In May, Kara Tillbury was killed. She lived downtown in Crown Heights with her custodial father, and her boyfriend lived out in the sticks. The two of them had somehow figured out that there was a point where their houses were only twelve miles apart. Kara would leave her rowhouse in Crown Heights and walk six miles along the railroad tracks, and her boyfriend would walk six miles the other way, and they’d meet in the middle, in a cropless field. Her father said they liked to look at the stars. One Tuesday, Kara left her house at approximately 10:30 P.M., and when she didn’t reach the field by 1 A.M., her boyfriend panicked. By then, of course, Kara had already been severed by a coaler. Though the engineer did see her, he hadn’t been able to brake in time. The local newspaper praised her wit and her talent as an actress, and her friends left red carnations along the railroad tracks, where they were blackened and blown to bits by passing trains.

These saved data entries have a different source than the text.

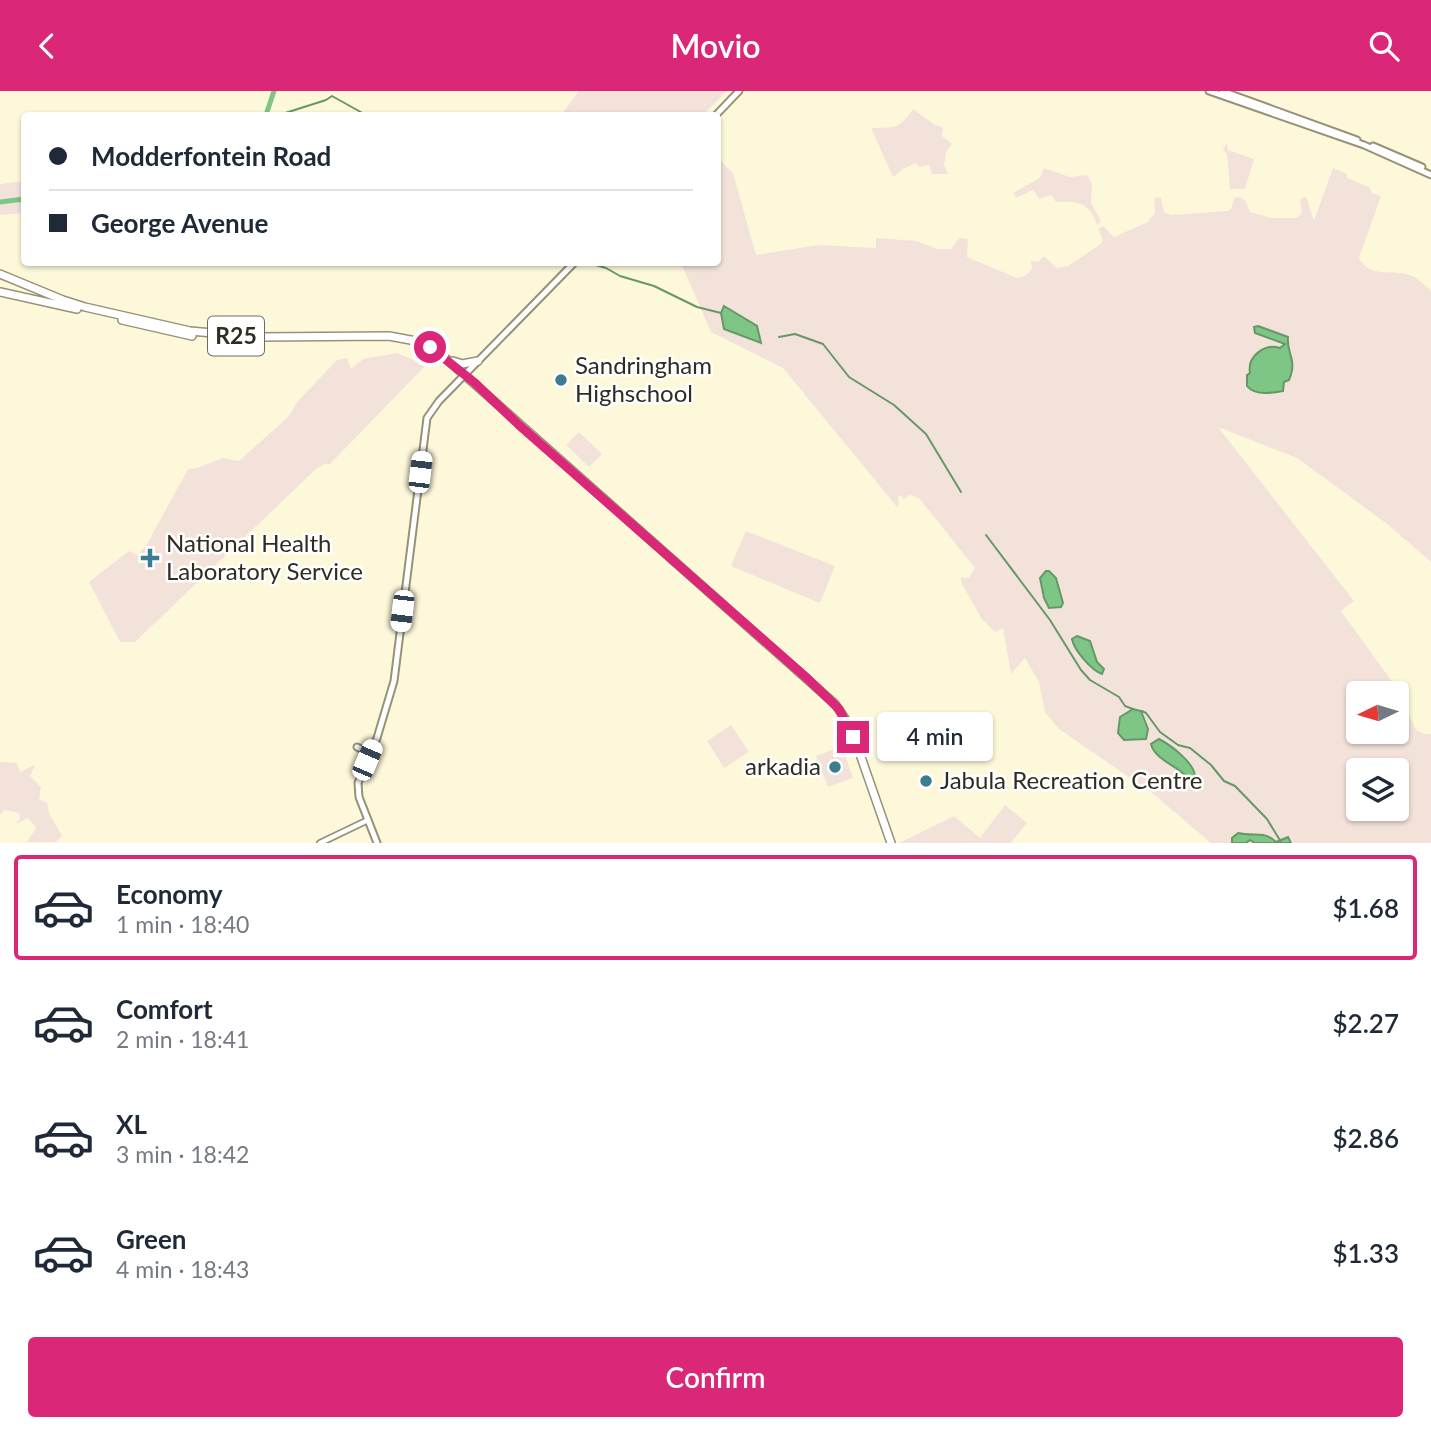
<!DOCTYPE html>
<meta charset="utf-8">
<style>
body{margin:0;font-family:Lato,sans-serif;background:#f2f2f3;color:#1f2937;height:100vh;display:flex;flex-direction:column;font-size:26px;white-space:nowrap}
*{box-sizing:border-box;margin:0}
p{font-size:23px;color:#747a83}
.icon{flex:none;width:38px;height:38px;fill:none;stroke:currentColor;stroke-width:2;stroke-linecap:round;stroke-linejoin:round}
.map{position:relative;height:752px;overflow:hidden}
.drawer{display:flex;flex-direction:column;background:#fff;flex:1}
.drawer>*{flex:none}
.hud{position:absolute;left:21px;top:21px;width:700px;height:154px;border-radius:7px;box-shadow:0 2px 5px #0004;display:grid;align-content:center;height:154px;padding:0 28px;background:#fff}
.needle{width:46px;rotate:265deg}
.controls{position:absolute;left:1346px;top:590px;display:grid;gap:14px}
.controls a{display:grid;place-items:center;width:63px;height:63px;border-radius:7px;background:#fff;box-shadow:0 2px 5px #0004;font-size:35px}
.end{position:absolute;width:32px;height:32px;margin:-16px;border:9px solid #db2777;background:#fff;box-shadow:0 0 0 4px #fff}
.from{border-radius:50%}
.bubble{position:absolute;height:49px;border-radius:7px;background:#fff;box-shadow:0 2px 5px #0004;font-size:23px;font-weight:600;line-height:49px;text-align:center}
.car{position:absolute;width:21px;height:42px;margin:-21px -10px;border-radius:9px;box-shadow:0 0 5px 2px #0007;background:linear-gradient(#fff 24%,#345 0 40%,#fff 0 76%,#345 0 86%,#fff 0)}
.hud b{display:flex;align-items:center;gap:24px;height:66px;font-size:26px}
.hud b+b{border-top:2px solid #e0e1e3}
.hud i{width:18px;height:18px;background:#1f2937}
ul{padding:12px 0 0;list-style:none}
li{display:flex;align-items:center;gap:21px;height:105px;margin:0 14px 10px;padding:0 14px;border:4px solid transparent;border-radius:7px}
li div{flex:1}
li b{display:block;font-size:26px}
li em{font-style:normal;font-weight:600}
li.selected{border-color:#db2777}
li>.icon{width:63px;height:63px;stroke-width:1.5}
.cta{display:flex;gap:14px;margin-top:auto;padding:14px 28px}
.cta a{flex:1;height:80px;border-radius:7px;background:#db2777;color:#fff;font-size:28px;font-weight:600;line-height:80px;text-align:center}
header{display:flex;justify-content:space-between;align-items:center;height:91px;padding:0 28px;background:#db2777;color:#fff;font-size:32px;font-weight:600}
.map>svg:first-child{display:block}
.green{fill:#f3e2da;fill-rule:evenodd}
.water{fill:#7ec685;stroke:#669867;stroke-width:2}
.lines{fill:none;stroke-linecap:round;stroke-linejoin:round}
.stream{stroke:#669867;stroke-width:2}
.river{stroke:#7ec685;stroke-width:5}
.tertiary-casing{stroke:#979177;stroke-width:8}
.secondary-casing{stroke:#979177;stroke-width:9}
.primary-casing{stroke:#979177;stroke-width:10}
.tertiary{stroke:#fff;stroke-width:4.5}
.secondary{stroke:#fff;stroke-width:5}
.primary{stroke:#fff;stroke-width:7}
.route{stroke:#db2777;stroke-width:9}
.poi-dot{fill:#3c7c90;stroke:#fff;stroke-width:2.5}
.labels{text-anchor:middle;stroke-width:5;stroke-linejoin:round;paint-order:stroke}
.shield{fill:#fff;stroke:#6d6c64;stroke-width:2}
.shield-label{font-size:23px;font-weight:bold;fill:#2f2d22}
.poi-label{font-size:24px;fill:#2f2d22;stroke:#fff;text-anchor:start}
</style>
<header><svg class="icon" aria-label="back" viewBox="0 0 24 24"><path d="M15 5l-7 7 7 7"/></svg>Movio<svg class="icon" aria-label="search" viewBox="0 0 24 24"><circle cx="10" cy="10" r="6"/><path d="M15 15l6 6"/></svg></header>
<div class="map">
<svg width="1431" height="752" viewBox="0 0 1431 752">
<rect width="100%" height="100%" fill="#fef8db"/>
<!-- green -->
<path class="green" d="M579 0H727L703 24H561Z
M913 18 935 34 943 36 942 45 952 53 946 61 944 74 948 83H932L929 74 919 76 916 72 903 78 893 86 871 37C896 36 898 39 913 18Z
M1227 52 1228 59 1254 68 1245 98H1230L1227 64 1223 58Z
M718 67 733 82 756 164 818 154 876 157V147L916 150 938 158H951L959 147 968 148 967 166 1017 187 1025 185 1032 178 1031 170 1038 171 1044 165 1057 177 1068 175 1101 153 1103 149 1098 138 1103 135 1114 146 1148 131 1155 122 1154 107 1161 106 1164 121 1171 124 1228 120 1231 118 1234 107 1240 106 1245 109 1250 121 1272 127H1297L1302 122 1300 109 1306 105 1314 130 1333 77 1347 83V87L1369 96 1372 102 1381 105 1359 167C1372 190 1392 175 1414 186 1420 189 1426 196 1431 200V471L1386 432 1297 367 1218 336 1354 510 1341 520 1396 596 1416 639 1424 643H1431V752H1211L1152 702 1059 638 1045 621 1039 591 1025 567 1011 583 1003 537 995 541 981 527 961 491V486L969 487 975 477 919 407 910 404 904 408 901 404 898 406 899 415 897 416 783 277 711 241 681 172H718ZM1358 602H1396V640H1358ZM1358 679H1396V718H1358Z
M1044 77 1070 86 1087 84 1092 93 1091 112 1101 130 1097 134C1089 111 1078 110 1056 111L1051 104 1039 108 1033 99 1016 107 1013 102 1040 87Z
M24 90V122L0 124V93Z
M397 262 426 274 330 373H325L316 378 135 551H120L89 491 129 460 137 464 147 453 188 378 197 377 223 367 239 370 288 326 298 310 337 269 347 267 351 278 363 268Z
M579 341 602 363 589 376 566 354Z
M746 440 835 475 820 512 733 476 731 474Z
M731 634 749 661 724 677 707 650Z
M842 655 853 687 828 696 816 665Z
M0 671 17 672 20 681 36 673 30 685 41 696 39 708 47 712 49 722 62 745 56 751H27L36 737 28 727 14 734 20 728 19 722 5 719 0 724Z
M1005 714 1027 732 1011 752H899L954 725 980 747Z"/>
<!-- water -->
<path class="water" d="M724 215 757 235 761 252 724 238 721 222Z
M1258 235 1288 246C1286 263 1298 268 1289 289L1284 291 1283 300C1272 302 1255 305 1247 295V284L1250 282C1247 266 1264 252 1280 257L1285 253 1255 242 1254 236Z
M1046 480H1049L1056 487 1063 512 1061 516 1049 517 1044 507 1040 487Z
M1077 545 1090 550 1097 571 1104 578 1102 583C1091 579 1074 559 1072 548Z
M1133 618 1141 620 1148 638 1146 648 1124 649 1118 642 1120 626Z
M1159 648C1172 655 1196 673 1195 687H1188C1178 675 1155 669 1151 653Z
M1238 742C1254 746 1264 739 1276 751L1288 746 1291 752H1255L1250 749 1246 752H1232V747Z"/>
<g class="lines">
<!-- stream -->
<path class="stream" d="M279 24 326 9 332 5 366 24
M589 172 606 177 620 185 654 195 697 216 721 222
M779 246 795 243 823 253 849 286 894 314 926 343 961 401
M986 444 1050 529 1081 579 1090 589 1119 606 1125 615 1133 618
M1142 620 1146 622 1160 641 1178 654 1190 657 1211 674 1224 690 1235 695 1267 728 1281 751"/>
<!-- river -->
<path class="river" d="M266 24 274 0
M0 111 24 108"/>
<!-- tertiary casing -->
<g class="tertiary-casing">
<path id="tertiary" d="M320 752 368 729"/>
</g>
<!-- secondary casing -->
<g class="secondary-casing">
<path id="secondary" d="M1209 0 1364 54 1431 84
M1222 0 1357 49
M716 24 739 0
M1373 55 1422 76
M357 656 363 659 367 669
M377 752 359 706 358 692 377 647 394 590 427 327 439 310 574 172"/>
</g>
<!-- primary casing -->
<g class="primary-casing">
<path id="primary" d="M0 183 63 209 85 216 190 240 259 246 389 245 416 250 442 264 835 613 846 629 854 646 891 752
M0 201 77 218
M122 229 192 245
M453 270 462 273 478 270"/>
</g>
<!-- tertiary -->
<use href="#tertiary" class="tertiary"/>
<!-- secondary -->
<use href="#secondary" class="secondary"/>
<!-- primary -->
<use href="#primary" class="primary"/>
</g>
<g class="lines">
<!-- route -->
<path class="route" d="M430 256 475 292 519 334 808 588 839 618 853 646"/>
</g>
<!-- markers -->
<g class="poi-dot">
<circle cx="561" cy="289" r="7"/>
<path d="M146.5 456.5h7v7h7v7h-7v7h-7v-7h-7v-7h7z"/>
<circle cx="835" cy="676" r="7"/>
<circle cx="926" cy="690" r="7"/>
</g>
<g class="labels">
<!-- shield labels -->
<rect class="shield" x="208" y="225.5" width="56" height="39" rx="5"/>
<g class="shield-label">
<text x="236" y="253">R25</text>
</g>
<!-- poi labels -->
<g class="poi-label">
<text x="575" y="283">Sandringham<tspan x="575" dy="28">Highschool</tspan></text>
<text x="166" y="461">National Health<tspan x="166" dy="28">Laboratory Service</tspan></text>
<text x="821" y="684" text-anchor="end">arkadia</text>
<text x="940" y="698">Jabula Recreation Centre</text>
</g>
</g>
</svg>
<div class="controls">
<a><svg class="needle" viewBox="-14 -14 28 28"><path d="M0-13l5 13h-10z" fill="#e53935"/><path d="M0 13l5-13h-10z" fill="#747a83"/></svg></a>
<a><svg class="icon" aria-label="layers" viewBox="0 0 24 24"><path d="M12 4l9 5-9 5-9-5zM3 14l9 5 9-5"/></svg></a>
</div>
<i class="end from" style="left:430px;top:256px"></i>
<i class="end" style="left:853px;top:646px"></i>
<div class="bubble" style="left:877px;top:621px;width:116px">4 min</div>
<i class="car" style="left:420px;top:381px;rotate:7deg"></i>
<i class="car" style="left:402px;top:520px;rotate:187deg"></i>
<i class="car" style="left:367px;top:669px;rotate:23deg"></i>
<div class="hud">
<b><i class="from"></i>Modderfontein Road</b>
<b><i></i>George Avenue</b>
</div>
</div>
<section class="drawer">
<ul>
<li class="selected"><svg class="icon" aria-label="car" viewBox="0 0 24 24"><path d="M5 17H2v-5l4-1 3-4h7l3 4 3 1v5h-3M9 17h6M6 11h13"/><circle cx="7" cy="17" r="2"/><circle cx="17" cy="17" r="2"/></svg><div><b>Economy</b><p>1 min · 18:40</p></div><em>$1.68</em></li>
<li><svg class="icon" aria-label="car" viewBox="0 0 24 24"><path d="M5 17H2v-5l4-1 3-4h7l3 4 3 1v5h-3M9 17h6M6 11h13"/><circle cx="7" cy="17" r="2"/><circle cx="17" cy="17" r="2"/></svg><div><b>Comfort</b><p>2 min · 18:41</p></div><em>$2.27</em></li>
<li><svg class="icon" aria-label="car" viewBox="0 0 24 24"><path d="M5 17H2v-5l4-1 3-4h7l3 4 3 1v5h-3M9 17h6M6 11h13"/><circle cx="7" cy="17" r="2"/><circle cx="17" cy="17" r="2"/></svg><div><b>XL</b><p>3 min · 18:42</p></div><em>$2.86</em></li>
<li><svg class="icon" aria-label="car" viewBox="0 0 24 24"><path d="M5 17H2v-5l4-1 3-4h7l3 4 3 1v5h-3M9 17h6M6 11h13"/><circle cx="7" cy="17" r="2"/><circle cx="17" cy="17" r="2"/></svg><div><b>Green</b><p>4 min · 18:43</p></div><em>$1.33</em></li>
</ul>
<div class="cta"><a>Confirm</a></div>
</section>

That time, the film we watched in assembly was about gonorrhea, and the entire cast of Bye Bye Birdie fairly keened in the guidance office.
My mother was scandalized by the idea of letting children walk along railroad tracks on school nights. At breakfast she read selections from the newspaper story aloud, with her own sly, chipper gloss on what Kara and her boyfriend were doing, and her opinion of Kara’s father’s supervisory skills. For the next few weeks my friends and I all got rides to our boyfriends’ houses, as if the thought of a passion so intense that it would make people walk six miles in darkness for a quickie in a field was awesome enough to our postmidlife parents that they became strangely humble, and acquiescent to the brute power of adolescent desire.
“Promise you’ll use a condom,” my mother whispered in the darkness of her Toyota Camry, the lines of her face lit by the glow of the speed gauge and my boyfriend’s parents’ security lights.
“Ma, we don’t do that stuff,” I whined. She pressed a foil packet into my palm and a sheet of disgust flashed through my midsection.
“Don’t die wondering,” she whispered darkly, driving off, a stripe of red taillights across the back of her beige car.
Which was the same thing Forrest Watson told Jono Shoemaker, trying to convince him to huff Pine-Sol off the dashboard of his car. Jono was still high when he was run over in the parking lot of the 7-Eleven by an unidentified driver in a red Camaro.